Connected devices have to follow a set of rules to ensure reliable data transfer:
-Data bits/chunk
-Synchronization bits
-parity bits
The rate of the data transfer is determined by the baud rate
Data bit/chunk
Contains information to be transferred.
Synchronization bits
They are special bits that are added to each data chunk to show where the data starts and ends.
start bit: always 1 bit
end bit: usually 1 bit sometimes 2
Parity Bits
Its a tiny error checking tool. It helps catch mistakes if a bit got messed up during transition
They count the number of 1s in the message.
if they want it to be even and there is an even number of 1s then –> Parity bit =0
if they want even and its odd then parity bit =1
if you want odd and its odd =0
if you want odd and its even =1
Baud Rate
The baud rate refers to how fast data is sent (measured in bits per second). Both the sending and receiving devices must use the same baud rate so that the data is not misread.
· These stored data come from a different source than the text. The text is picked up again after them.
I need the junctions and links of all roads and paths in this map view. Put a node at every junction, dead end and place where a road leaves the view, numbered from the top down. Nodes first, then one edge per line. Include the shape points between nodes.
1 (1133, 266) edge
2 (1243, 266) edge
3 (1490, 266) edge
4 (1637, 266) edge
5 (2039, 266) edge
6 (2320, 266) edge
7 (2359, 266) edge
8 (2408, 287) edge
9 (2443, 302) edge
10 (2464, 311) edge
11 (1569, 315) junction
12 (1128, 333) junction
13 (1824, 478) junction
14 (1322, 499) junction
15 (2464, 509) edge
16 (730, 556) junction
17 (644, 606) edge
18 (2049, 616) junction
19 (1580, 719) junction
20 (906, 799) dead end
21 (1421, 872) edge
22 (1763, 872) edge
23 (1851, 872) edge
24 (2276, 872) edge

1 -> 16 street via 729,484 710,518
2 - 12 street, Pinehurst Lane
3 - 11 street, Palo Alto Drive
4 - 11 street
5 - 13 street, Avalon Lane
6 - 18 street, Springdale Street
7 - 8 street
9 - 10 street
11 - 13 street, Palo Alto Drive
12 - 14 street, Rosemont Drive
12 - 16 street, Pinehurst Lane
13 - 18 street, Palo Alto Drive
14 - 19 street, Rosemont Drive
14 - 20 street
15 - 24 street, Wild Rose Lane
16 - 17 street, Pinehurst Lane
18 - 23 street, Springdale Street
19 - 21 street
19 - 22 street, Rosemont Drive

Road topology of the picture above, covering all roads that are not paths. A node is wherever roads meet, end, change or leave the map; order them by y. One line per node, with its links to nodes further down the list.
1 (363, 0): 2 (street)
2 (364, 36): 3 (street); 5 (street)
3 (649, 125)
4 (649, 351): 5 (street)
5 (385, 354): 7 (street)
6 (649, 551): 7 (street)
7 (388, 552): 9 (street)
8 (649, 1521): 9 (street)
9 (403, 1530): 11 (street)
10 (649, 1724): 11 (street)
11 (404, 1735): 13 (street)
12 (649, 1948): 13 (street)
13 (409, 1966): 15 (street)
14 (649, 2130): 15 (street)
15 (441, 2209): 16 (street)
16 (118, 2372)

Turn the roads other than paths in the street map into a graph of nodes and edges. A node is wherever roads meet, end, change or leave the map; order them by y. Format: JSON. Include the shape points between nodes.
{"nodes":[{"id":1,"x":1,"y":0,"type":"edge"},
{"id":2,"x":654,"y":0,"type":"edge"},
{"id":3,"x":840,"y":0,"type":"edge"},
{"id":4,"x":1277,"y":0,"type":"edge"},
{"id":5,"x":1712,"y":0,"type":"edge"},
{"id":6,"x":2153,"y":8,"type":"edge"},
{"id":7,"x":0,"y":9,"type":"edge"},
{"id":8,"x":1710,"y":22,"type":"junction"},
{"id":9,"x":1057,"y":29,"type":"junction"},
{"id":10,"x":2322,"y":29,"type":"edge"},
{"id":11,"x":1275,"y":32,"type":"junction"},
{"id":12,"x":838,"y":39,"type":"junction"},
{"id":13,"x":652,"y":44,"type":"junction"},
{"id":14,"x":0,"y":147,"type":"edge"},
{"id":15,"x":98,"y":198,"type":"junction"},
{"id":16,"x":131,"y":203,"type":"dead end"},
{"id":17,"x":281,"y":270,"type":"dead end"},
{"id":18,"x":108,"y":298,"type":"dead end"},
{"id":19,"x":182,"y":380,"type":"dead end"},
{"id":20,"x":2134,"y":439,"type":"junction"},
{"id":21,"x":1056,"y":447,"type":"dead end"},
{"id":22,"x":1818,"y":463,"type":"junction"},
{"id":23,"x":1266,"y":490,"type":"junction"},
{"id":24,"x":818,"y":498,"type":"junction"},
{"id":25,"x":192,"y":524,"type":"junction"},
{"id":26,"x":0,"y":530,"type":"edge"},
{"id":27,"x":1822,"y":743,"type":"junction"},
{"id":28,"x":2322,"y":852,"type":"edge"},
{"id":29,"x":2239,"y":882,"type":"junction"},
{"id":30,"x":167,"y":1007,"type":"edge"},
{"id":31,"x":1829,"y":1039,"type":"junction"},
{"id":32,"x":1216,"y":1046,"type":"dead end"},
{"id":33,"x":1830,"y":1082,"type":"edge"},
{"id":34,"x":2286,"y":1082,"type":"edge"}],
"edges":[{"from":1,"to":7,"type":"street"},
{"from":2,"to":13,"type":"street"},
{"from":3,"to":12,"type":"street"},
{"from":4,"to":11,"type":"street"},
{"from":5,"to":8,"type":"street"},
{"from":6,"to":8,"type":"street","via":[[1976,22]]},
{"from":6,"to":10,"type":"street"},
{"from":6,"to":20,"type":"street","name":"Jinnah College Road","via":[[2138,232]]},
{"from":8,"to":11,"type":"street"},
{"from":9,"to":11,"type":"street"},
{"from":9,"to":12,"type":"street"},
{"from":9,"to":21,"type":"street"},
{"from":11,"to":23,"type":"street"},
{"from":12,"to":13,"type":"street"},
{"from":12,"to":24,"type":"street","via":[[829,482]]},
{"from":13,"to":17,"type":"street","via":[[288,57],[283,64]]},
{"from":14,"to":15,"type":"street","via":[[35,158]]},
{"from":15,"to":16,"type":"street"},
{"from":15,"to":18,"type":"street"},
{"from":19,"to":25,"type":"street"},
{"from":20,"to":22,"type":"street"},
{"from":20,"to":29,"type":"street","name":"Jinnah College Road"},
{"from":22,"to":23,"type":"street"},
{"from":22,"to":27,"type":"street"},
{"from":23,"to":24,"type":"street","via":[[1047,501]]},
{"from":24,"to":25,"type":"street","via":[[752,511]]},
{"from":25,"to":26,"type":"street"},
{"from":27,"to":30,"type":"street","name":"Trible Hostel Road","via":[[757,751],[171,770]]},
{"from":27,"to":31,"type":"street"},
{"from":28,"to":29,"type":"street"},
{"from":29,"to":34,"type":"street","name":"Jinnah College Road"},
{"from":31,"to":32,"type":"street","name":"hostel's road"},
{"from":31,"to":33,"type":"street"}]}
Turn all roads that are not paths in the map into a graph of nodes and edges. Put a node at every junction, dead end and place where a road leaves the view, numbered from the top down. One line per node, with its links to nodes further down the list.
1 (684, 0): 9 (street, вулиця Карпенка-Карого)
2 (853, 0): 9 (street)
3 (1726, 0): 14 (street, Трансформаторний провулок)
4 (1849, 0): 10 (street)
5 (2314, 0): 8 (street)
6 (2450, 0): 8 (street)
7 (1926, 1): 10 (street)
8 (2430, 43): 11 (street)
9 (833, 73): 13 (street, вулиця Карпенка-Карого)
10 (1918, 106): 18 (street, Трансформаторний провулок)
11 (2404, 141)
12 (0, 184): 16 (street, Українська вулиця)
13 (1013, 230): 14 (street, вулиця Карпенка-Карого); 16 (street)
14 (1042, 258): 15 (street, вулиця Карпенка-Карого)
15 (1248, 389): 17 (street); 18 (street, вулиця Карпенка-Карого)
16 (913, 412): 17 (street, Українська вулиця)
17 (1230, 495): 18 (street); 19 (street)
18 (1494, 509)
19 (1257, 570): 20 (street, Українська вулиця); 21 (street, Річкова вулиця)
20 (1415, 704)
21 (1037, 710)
When sending bits, the transmitter holds the line at a high or low voltage (representing 1 or 0).The baud rate determines how long it holds each bit for. The receiver checks the line at that timing — based on the baud rate — to correctly read the bits.
That’s why both devices need to be synchronized to the same baud rate.
Line= the wire or electrical connection that caries the signal between the devices
Asynchronous Serial Wiring
You need two wires (or pins)
TX= transmitter (Sends data)
RX= Receiver (Recives data)
The RX from one device connects to the TX of the other device, and vice versa
The ground is shared
Can operate at half or full duplex (half- devices take turns communicating, full- communicate at the same time) or can be simplex (one way communication)
UART
Universal asynchronous Reciver/transmitter that implements serial communicaation. It operates between parallel and serial interfaces.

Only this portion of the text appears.